Her fingers flew, molding the beautiful curve of a jaw where there had been none. Next, plastic lips were applied that were more lifelike than any this woman had ever created.
Soon Nona was hiding in half a hundred places.
And one more.
The orbit of Neptune was behind them, far behind, and still the asteroid accelerated. Two giant gravity generators strained at the crust and core of the asteroid. The third clamped an abnormally heavy gravity field around the fragment of an isolated world. Prolonged physical exertion was awkward and doubly exhausting. It tied right in; the guards were not and couldn't be very active. Hours turned into a day and the day passed too—and the generators never faltered. It seemed they never would.

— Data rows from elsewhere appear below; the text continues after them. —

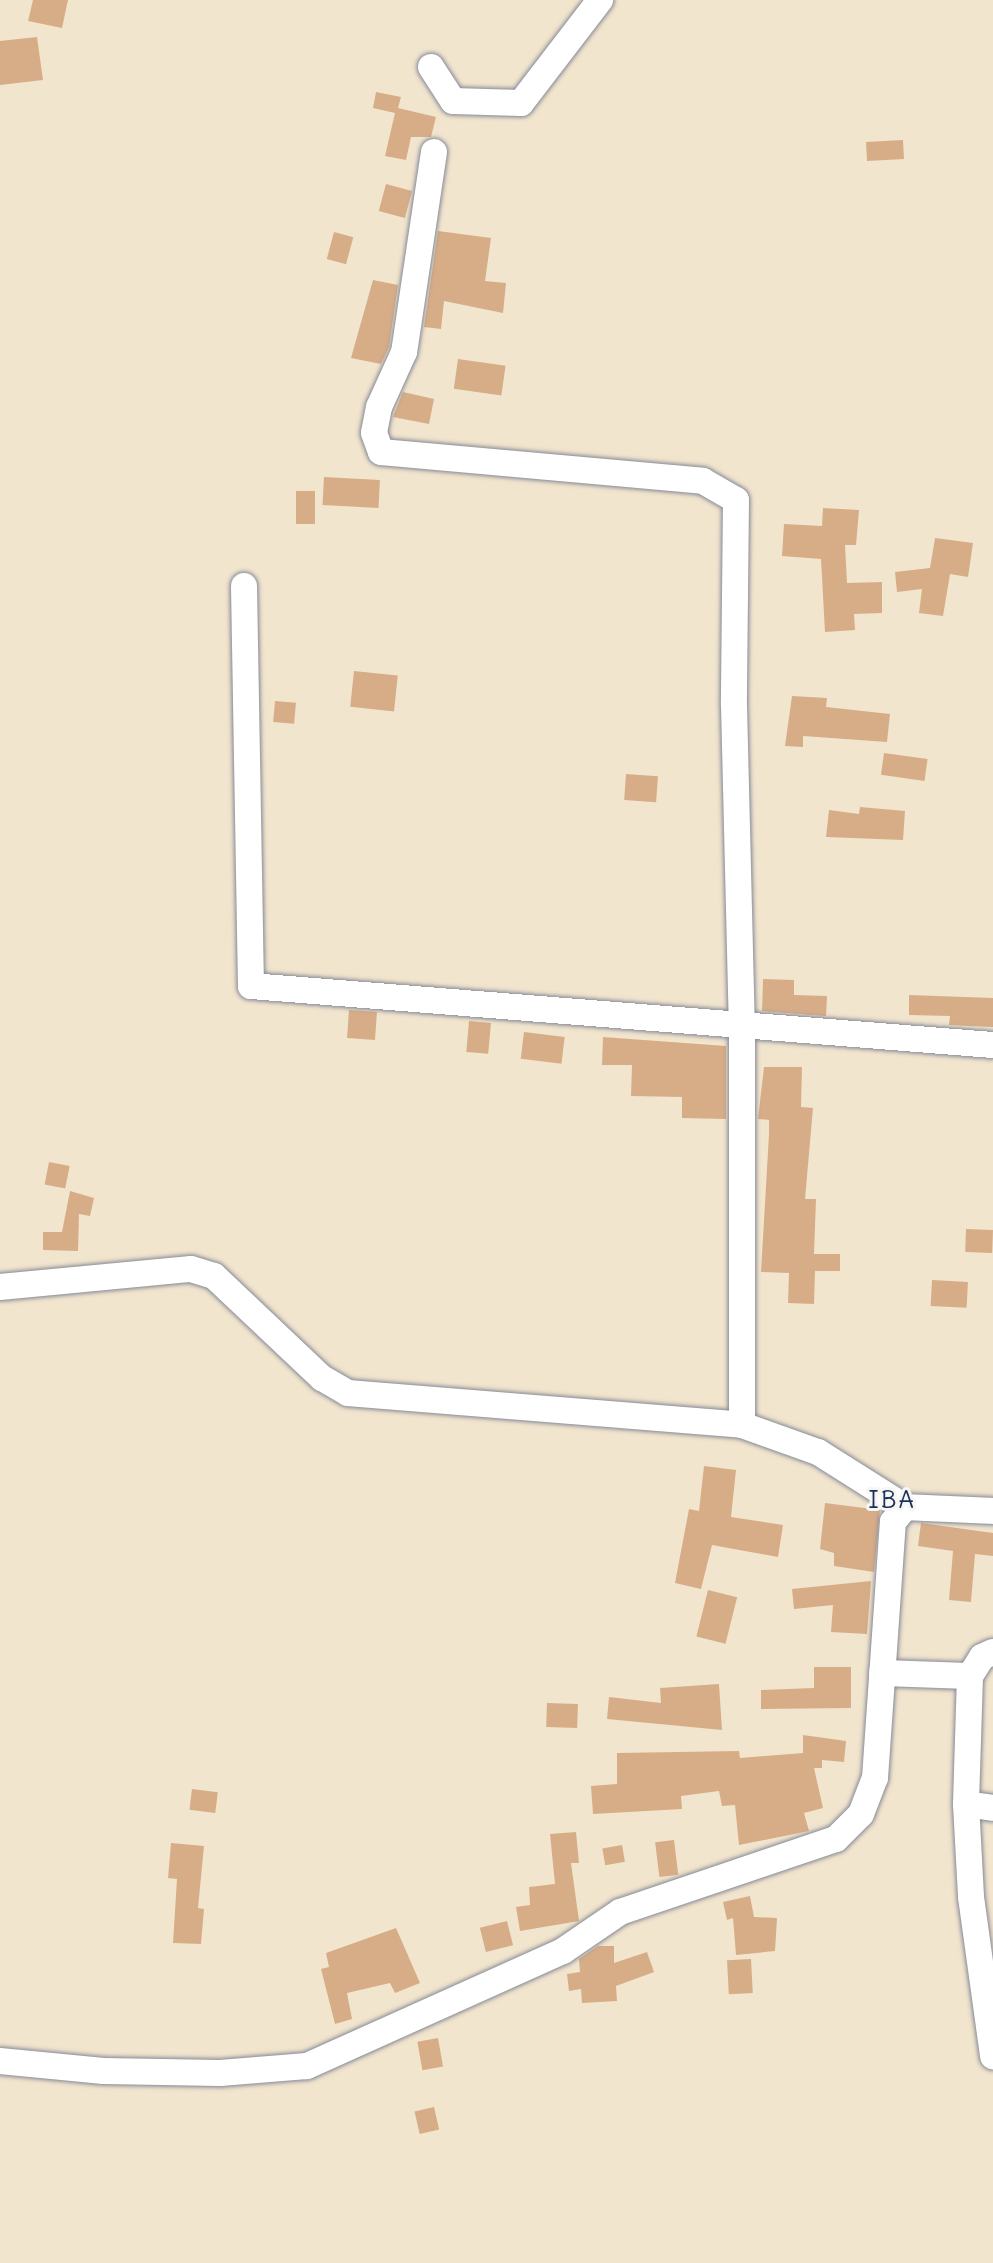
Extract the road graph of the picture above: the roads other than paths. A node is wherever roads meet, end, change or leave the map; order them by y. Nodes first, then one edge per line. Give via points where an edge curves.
1 (600, 0) edge
2 (430, 66) dead end
3 (434, 152) dead end
4 (244, 586) dead end
5 (742, 1028) junction
6 (993, 1045) edge
7 (0, 1287) edge
8 (742, 1425) junction
9 (905, 1507) junction
10 (993, 1511) edge
11 (993, 1652) edge
12 (883, 1672) junction
13 (970, 1676) junction
14 (982, 1724) edge
15 (965, 1804) junction
16 (993, 1808) edge
17 (982, 1898) edge
18 (993, 2056) edge
19 (0, 2061) edge

1 - 2 street via 521,103 453,101
3 - 5 street via 404,352 379,407 374,433 381,452 702,481 736,500 734,705
4 - 5 street via 251,986
5 - 6 street
5 - 8 street
7 - 8 street via 191,1269 214,1276 322,1378 348,1392
8 - 9 street via 818,1452
9 - 10 street
9 - 12 street via 893,1522
11 - 13 street via 982,1657
12 - 13 street
12 - 19 street via 875,1777 861,1814 836,1839 620,1912 563,1951 307,2066 220,2073 104,2071
13 - 14 street
14 - 15 street
15 - 16 street
15 - 17 street
17 - 18 street

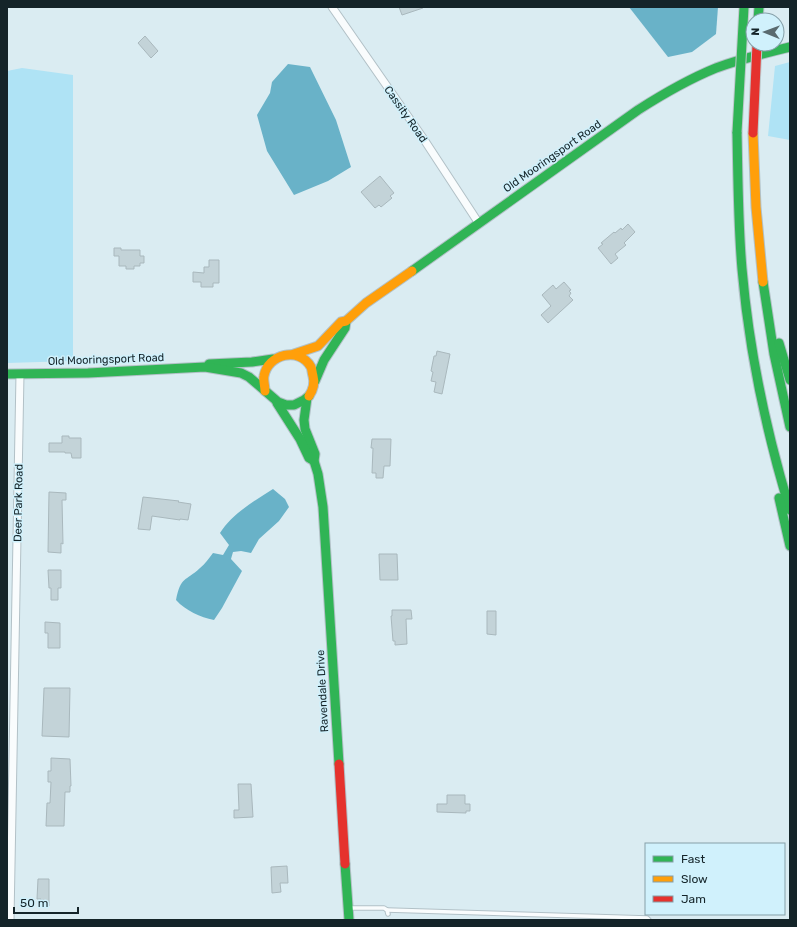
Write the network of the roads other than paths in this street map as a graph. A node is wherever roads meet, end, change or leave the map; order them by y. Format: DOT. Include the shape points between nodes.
graph roads {
  1 [pos="332,7"];
  2 [pos="744,7"];
  3 [pos="790,47"];
  4 [pos="757,52"];
  5 [pos="478,222"];
  6 [pos="759,246"];
  7 [pos="346,321"];
  8 [pos="294,354"];
  9 [pos="273,359"];
  10 [pos="206,366"];
  11 [pos="7,374"];
  12 [pos="20,374"];
  13 [pos="790,380"];
  14 [pos="314,381"];
  15 [pos="265,391"];
  16 [pos="307,398"];
  17 [pos="761,398"];
  18 [pos="277,403"];
  19 [pos="790,427"];
  20 [pos="314,461"];
  21 [pos="790,510"];
  22 [pos="790,546"];
  23 [pos="348,908"];
  24 [pos="10,920"];
  25 [pos="349,920"];
  26 [pos="649,920"];
  1 -- 5 [label="street, Cassity Road"];
  2 -- 17 [label="main road, bridge" via="737,132 738,206 742,270"];
  3 -- 5 [label="main road, Old Mooringsport Road, bridge" via="726,64 676,87 638,110"];
  4 -- 6 [label="main road, bridge" via="753,133"];
  5 -- 7 [label="main road, Old Mooringsport Road" via="366,303"];
  6 -- 13 [label="main road" via="778,339"];
  6 -- 19 [label="main road" via="770,333"];
  7 -- 8 [label="main road, Old Mooringsport Road" via="341,322 318,346"];
  7 -- 14 [label="main road, Old Mooringsport Road" via="345,328"];
  8 -- 9 [label="main road, Old Mooringsport Road"];
  8 -- 14 [label="main road" via="311,367"];
  9 -- 10 [label="main road, Old Mooringsport Road" via="211,363"];
  9 -- 15 [label="main road" via="264,374"];
  10 -- 12 [label="main road, Old Mooringsport Road" via="94,373"];
  10 -- 15 [label="main road, Old Mooringsport Road" via="248,376"];
  11 -- 12 [label="main road, Old Mooringsport Road"];
  12 -- 24 [label="street, Deer Park Road"];
  14 -- 16 [label="main road, Old Mooringsport Road"];
  15 -- 18 [label="main road, Old Mooringsport Road"];
  16 -- 18 [label="main road" via="293,405"];
  16 -- 20 [label="main road, Ravendale Drive" via="305,429 315,454"];
  17 -- 21 [label="main road"];
  17 -- 22 [label="main road" via="773,471"];
  18 -- 20 [label="main road, Ravendale Drive" via="300,439 308,458"];
  20 -- 23 [label="main road, Ravendale Drive" via="323,507"];
  23 -- 25 [label="main road, Ravendale Drive"];
  23 -- 26 [label="lane" via="384,908 387,912"];
}
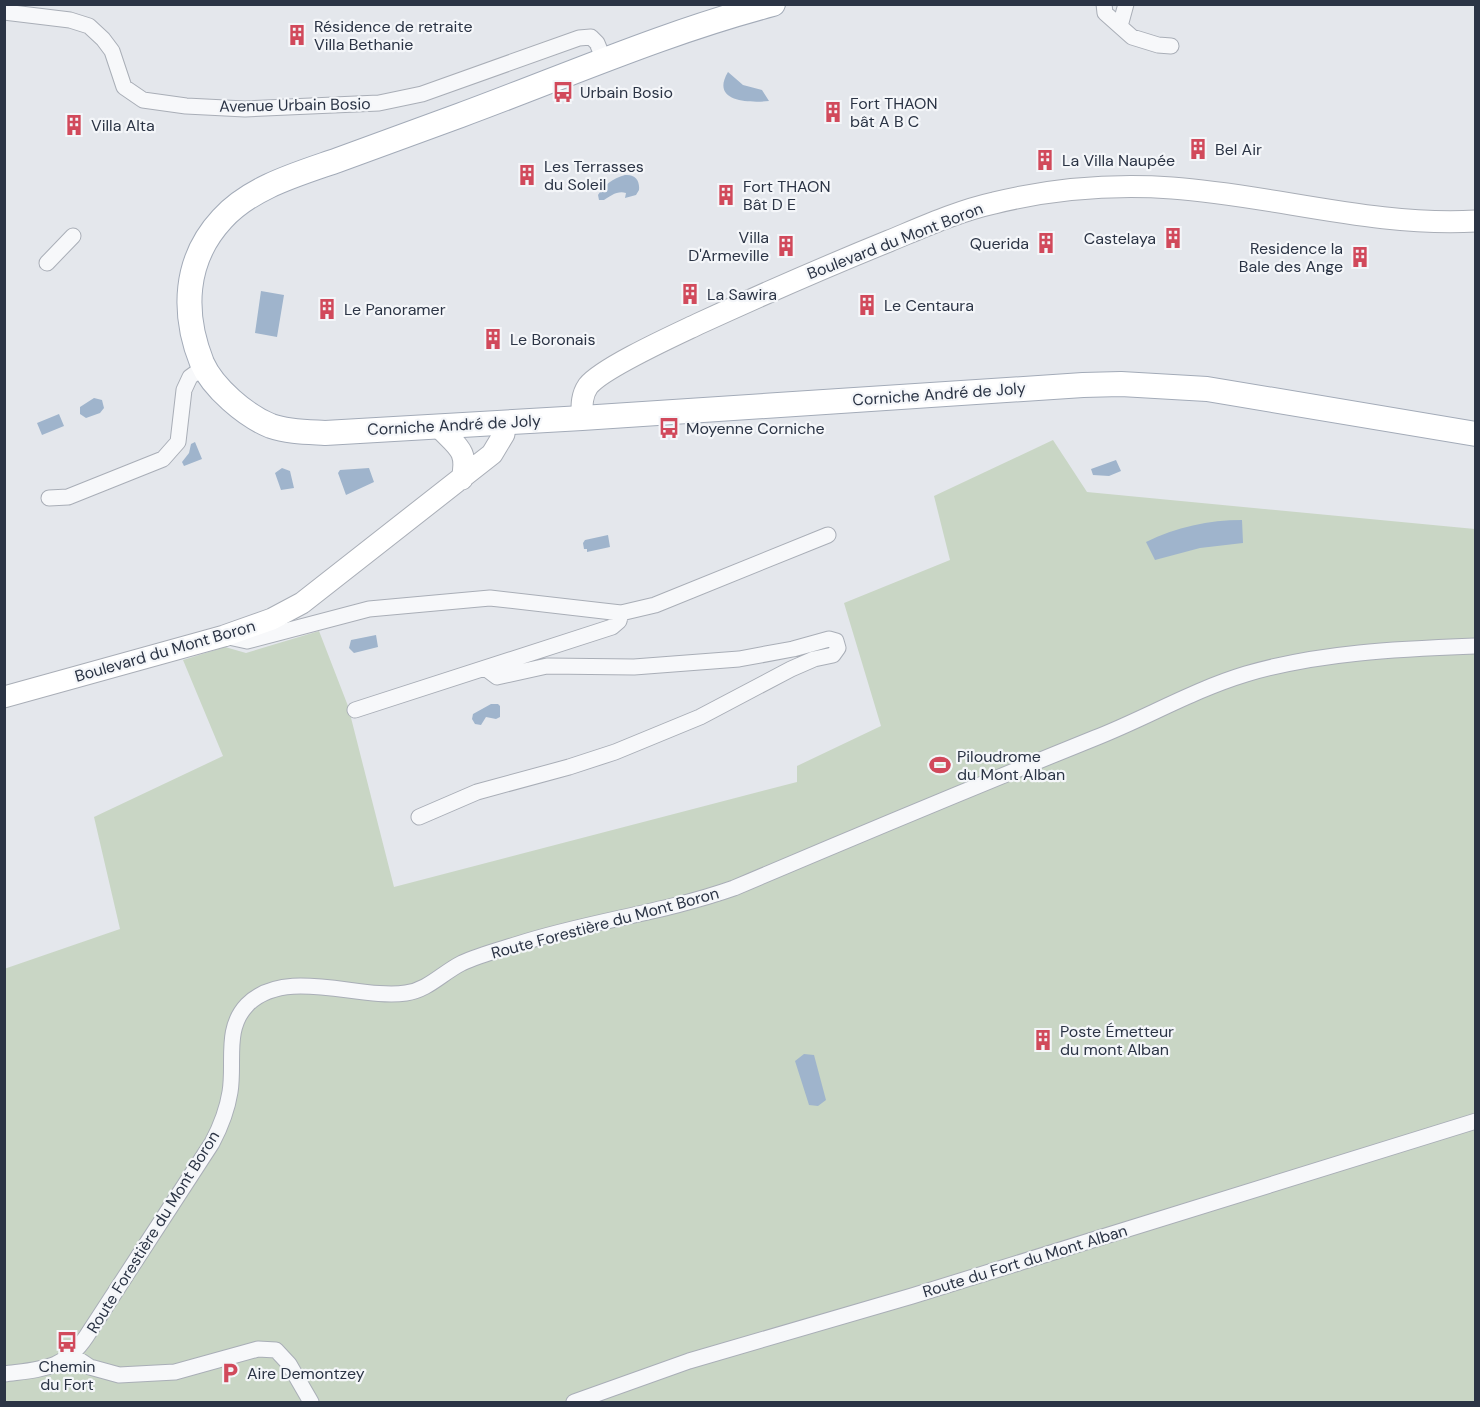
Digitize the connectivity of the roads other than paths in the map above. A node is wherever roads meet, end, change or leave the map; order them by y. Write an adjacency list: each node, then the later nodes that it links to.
1 (1104, 4): 5 (street)
2 (1126, 4): 5 (street)
3 (767, 5): 7 (main road, Corniche André de Joly)
4 (4, 12): 7 (street, Avenue Urbain Bosio)
5 (1120, 26): 6 (street)
6 (1171, 46)
7 (604, 60): 11 (main road, Corniche André de Joly)
8 (1476, 221): 12 (street, Boulevard du Mont Boron)
9 (73, 236): 10 (street)
10 (48, 263)
11 (204, 367): 14 (main road, Corniche André de Joly); 17 (street)
12 (582, 418): 13 (main road, Corniche André de Joly); 15 (main road, Corniche André de Joly)
13 (505, 422): 14 (main road, Corniche André de Joly); 16 (street, Boulevard du Mont Boron)
14 (438, 426): 16 (street)
15 (1476, 434)
16 (462, 479): 20 (street, Boulevard du Mont Boron)
17 (49, 498)
18 (828, 535): 19 (street)
19 (621, 613): 20 (street); 22 (street)
20 (224, 636): 23 (street, Boulevard du Mont Boron)
21 (1476, 646): 27 (street, Route Forestière du Mont Boron)
22 (485, 668): 24 (street); 25 (street)
23 (4, 697)
24 (355, 710)
25 (419, 817)
26 (1476, 1121): 30 (street, Route du Fort du Mont Alban)
27 (72, 1355): 28 (street, Route Forestière du Mont Boron); 29 (street)
28 (4, 1374)
29 (311, 1402)
30 (574, 1402)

"Have you figured it out precisely? It's your responsibility, you know," said Docchi ironically. "You share our velocity away from the sun. You'll have to overcome it before you start going back. If you wait too long you might not be able to reach Earth."
Superficially the general seemed to ignore him but the muscles in his jaw twitched. "If we could only turn off that damned drive."
"That's what we're trying to do," said Vogel placatingly.
"I know. But if we could do it without finding her."